結局二次会のカラオケでも飲み放題で、完全にでき上がった拓人は、友人のカズヒロに肩を支えられての退店となった。


「今度いつ会える~?タクヤくん!」


時刻は午前二時、草木も眠るこの時間帯に、今だ元気なユイちゃんから質問があった。

本来嬉しい質問だが、ユイちゃんの本性をうかがい知った拓人は、酔いもあってこう答えた。
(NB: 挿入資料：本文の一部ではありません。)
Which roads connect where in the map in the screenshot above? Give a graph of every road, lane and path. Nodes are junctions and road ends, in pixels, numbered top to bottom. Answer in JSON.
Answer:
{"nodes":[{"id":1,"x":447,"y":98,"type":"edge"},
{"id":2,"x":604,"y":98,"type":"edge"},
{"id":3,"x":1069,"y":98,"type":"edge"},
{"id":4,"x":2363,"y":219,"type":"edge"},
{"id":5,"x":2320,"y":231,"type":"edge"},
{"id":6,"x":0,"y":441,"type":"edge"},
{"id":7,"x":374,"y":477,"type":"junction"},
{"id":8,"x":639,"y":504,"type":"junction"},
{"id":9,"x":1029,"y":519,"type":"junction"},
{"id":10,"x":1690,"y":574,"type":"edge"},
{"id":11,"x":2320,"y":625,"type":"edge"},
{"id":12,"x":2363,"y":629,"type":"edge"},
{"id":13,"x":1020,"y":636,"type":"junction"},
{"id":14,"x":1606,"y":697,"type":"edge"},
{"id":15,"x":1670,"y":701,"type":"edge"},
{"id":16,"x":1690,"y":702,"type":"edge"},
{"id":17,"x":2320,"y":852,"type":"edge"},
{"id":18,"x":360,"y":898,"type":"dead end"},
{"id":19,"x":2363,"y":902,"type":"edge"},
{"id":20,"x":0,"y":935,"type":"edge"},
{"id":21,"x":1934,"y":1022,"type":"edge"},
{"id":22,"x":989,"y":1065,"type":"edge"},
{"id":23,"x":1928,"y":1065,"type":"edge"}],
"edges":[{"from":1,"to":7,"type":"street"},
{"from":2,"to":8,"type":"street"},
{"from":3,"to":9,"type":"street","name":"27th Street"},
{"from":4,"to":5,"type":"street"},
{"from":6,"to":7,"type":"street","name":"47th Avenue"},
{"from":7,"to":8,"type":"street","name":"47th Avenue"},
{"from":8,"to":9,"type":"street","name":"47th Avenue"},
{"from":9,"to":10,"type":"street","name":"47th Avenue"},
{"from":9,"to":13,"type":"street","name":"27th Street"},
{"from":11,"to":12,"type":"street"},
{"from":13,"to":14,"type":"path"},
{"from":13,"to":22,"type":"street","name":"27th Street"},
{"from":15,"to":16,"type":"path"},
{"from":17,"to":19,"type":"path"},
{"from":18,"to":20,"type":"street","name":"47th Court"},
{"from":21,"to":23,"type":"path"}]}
「ん~タクヤくんはSMAPの撮影で忙しいから、あんまり会えそうにないかも!だからわかんないな~」


ユイちゃんはその言葉の意味を暫く俊巡していた様だが、どうでもよくなったのか「わかった~バイバーイ」と残し、友達と去っていった。


「……お前、ユイちゃん逃したぞ。あとで後悔するパターンだな」


拓人の肩を支えてくれているカズヒロがそう言いつつ、去っていく女の子達を見る。


「…いいんだよ。それにあの子『タクヤ』と勘違いしてた。キムラタクヤのタクヤ、と。僕は『タクト』です!!」


拓人の叫び声は、もう誰も見えなくなった静かな商店街に木霊した。カズヒロはため息と共に拓人の肩を抱え直す。